If you like your information technology, you'll love your practice

From the Insight section
By Jack Beaudoin
03:03 PM

Last month, I reported on preliminary findings from Healthgrades and HIMSS Analytics showing that more sophisticated deployments of electronic medical records had a statistically significant impact on patient outcomes in U.S. hospitals. Since then, I've come across a number of other studies that also purport to demonstrate positive outcomes from EMRs in patient health.

For instance, two studies of patients with diabetes  one in 2012 and the other in 2013 established positive outcomes with the use of outpatient electronic medical records. And other recent studies have established significant connections between EMRs and lower hospitalization costs, process improvements, and improvements on certain quality measures.

It must be a great time to be a clinical user of EMRs, right? Not according to a 2013 study commissioned by the American Medical Association and conducted by the RAND Corporation. That study found that EMRs are one of the most significant causes of physician dissatisfaction.

My colleague, Mike Milliard, captured the essence of that study, writing, "While physicians recognize the benefits of electronic health records, they also complain that many systems deployed nowadays are cumbersome to use and often act as obstacles to quality care."

These aren't technology Luddites, either. 

"Some patients mentioned that I often spent more time typing on a computer instead of talking to them," Kevin Pho, a popular physician-blogger who is very tech-savvy, wrote in USA Today earlier this year. "Now I leave my laptop outside the exam roomToday's systems too often obstruct medical care, and threaten to monopolize providers' time at the expense of talking to patients."

It's a conundrum that bears a lot more investigation: How do you implement technological solutions with demonstrable benefits that a significant population of its users seems to despise?

There are two natural responses to this. One is to identify beneficial IT solutions that buck the trend ones that physicians, as a group, like and attempt to replicate the user experience. The other is to see if there are certain cohorts of physicians who are more likely to dislike the technology, and work with them on using those IT solutions in less obstructive ways.

There's an interesting study in "pre-press" with the American Journal of Medicine that may help address both approaches. "Perceptions of Electronic Health Record Implementation: A Statewide Survey of Physicians in Rhode Island," by Matthew C. Wylie, MD, Rosa R. Baier, MPH, and Rebekah L. Gardner, MD, is a cross-sectional study of data collected by the Rhode Island Department of Health for the Health Information Technology Survey, 2009 to 2013.

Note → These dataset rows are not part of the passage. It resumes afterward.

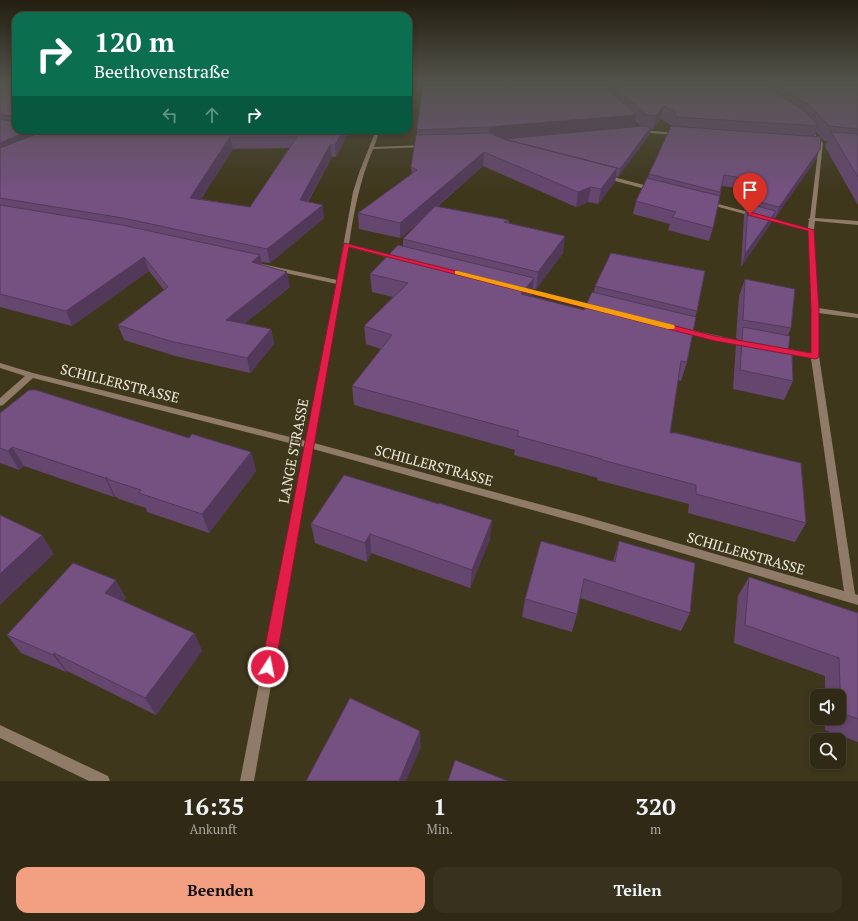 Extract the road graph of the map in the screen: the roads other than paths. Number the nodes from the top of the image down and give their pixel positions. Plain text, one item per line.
1 (636, 126) edge
2 (641, 131) junction
3 (634, 132) edge
4 (811, 132) edge
5 (377, 134) edge
6 (680, 134) edge
7 (426, 146) edge
8 (372, 148) junction
9 (599, 175) edge
10 (660, 191) edge
11 (697, 200) edge
12 (811, 219) junction
13 (858, 223) edge
14 (811, 230) junction
15 (346, 245) junction
16 (408, 260) edge
17 (256, 264) edge
18 (340, 283) junction
19 (516, 288) edge
20 (600, 309) edge
21 (815, 310) junction
22 (858, 316) edge
23 (677, 328) edge
24 (754, 345) edge
25 (769, 348) edge
26 (815, 356) junction
27 (0, 365) edge
28 (32, 376) junction
29 (0, 402) edge
30 (309, 445) junction
31 (854, 599) edge
32 (0, 732) edge
33 (103, 781) edge
34 (247, 781) edge

1 - 2 street
2 - 3 street
2 - 6 street
4 - 12 street
5 - 8 street, LANGE STRASSE
7 - 8 street
8 - 15 street, LANGE STRASSE
9 - 10 street
11 - 14 street
12 - 13 street
12 - 14 street
14 - 21 street
15 - 16 street
15 - 18 street, LANGE STRASSE
17 - 18 street
18 - 30 street, LANGE STRASSE
19 - 20 street
21 - 22 street
21 - 26 street
23 - 24 street
25 - 26 street
26 - 31 street
27 - 28 street, SCHILLERSTRASSE
28 - 29 street
28 - 30 street, SCHILLERSTRASSE
30 - 31 street, SCHILLERSTRASSE
30 - 34 street, LANGE STRASSE
32 - 33 street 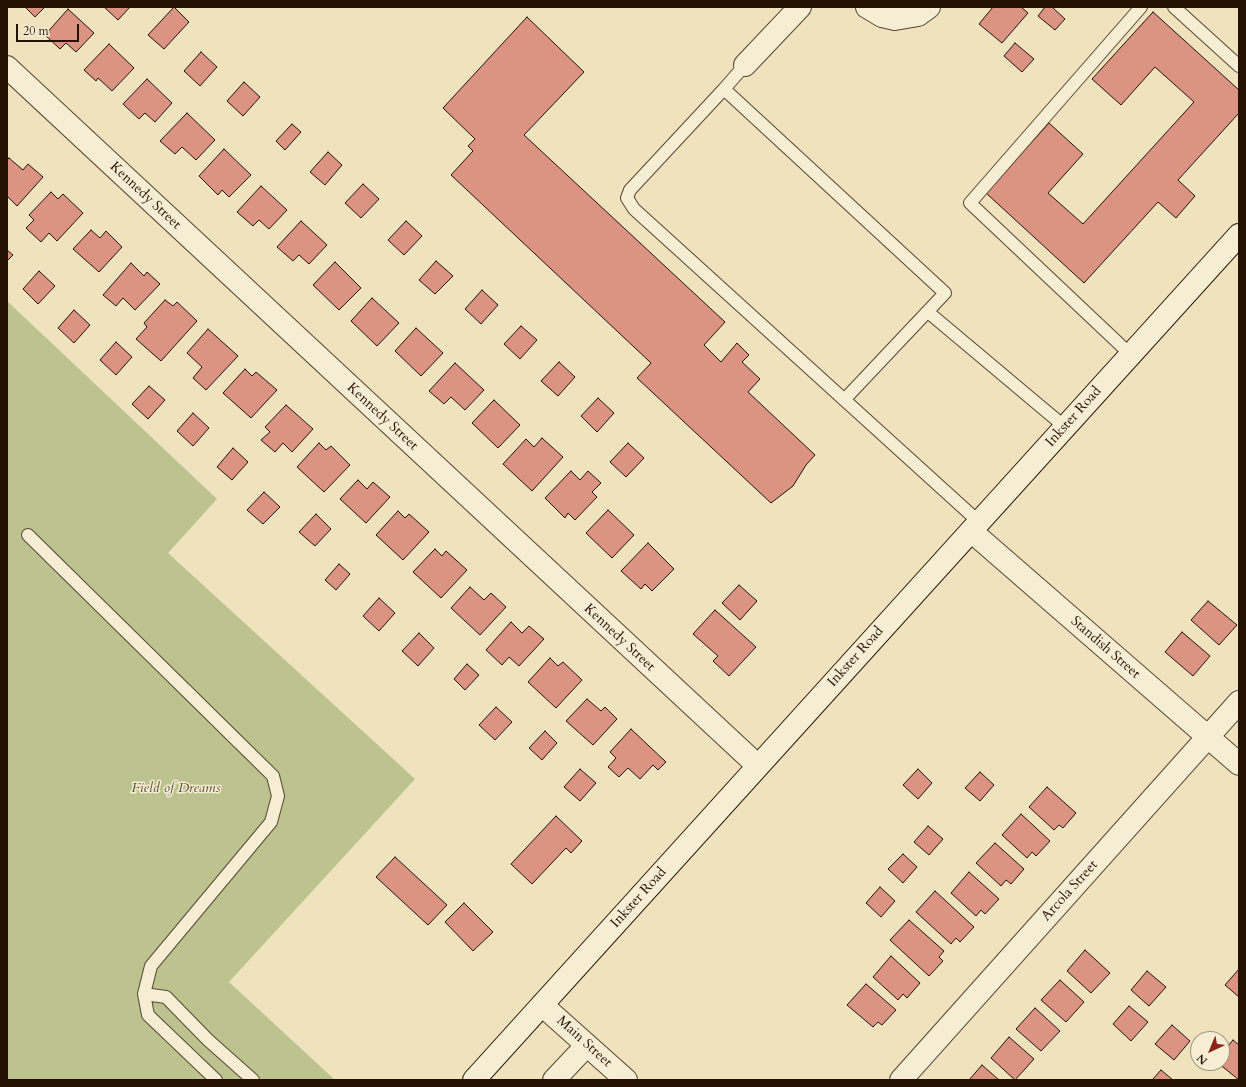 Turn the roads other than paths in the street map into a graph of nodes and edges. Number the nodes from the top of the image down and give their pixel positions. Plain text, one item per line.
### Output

According to the article's abstract, the researchers found:

Most providers think that electronic health record use improves billing and quality improvement, but has not improved job satisfaction. 

Physicians with longer and more sophisticated electronic health record use report positive effects of introduction on all aspects of practice examined (P < .001). 

Older physician age is associated with worse opinion of electronic health record introduction (P < .001).

Of the 18 electronic health record vendors most frequently used in Rhode Island, five were associated with improved job satisfaction.

Rhode Island is an interesting region for such a study. It was among the first states to set up a statewide data exchange, was an early supporter of electronic prescribing and more than four out of every five physicians now describe themselves as regular EMR users. The study used the state's licensure data to attempt to survey every practicing physician in the state, and achieved a 62 percent response rate

Readers here would not be surprised by the finding that older physician age is associated with more negative views of EMRs fair or not, conventional wisdom has long held that younger physicians, who have more favorable views of technology in general and who have been exposed to health IT during their training, are more likely to adopt technology than the cohort of physicians who have a long, established practice grounded in paper solutions.

I particularly liked the way the study operationalized a variable measuring physician involvement with technology. The researchers designed a composite score that took into consideration if the physician used IT for electronic prescribing, progress notes and problem lists, drug interaction warnings, continuity of care documents and other summaries.

The good news for health IT evangelists is that physician familiarity with EMRs and other digital tools doesn't breed contempt, but actually leads to improved satisfaction with their medical practice as a whole. Following on the heels of a related study in Florida, the Rhode Island study revealed "that physicians satisfied with their information technology were four times more likely to be satisfied with their current state of medical practice" than physicians who were unhappy with IT.

The authors who shared their study with me have requested that I not reproduce all their findings until the article is published. I'll be more than happy to report on more of the team's findings especially their data on physician satisfaction by vendor this fall.

Jack Beaudoin was a co-founder of Healthcare IT News and its first editor. From 2003 to 2013 he served as president and CEO of MedTech Media, overseeing the transition to HIMSS Media.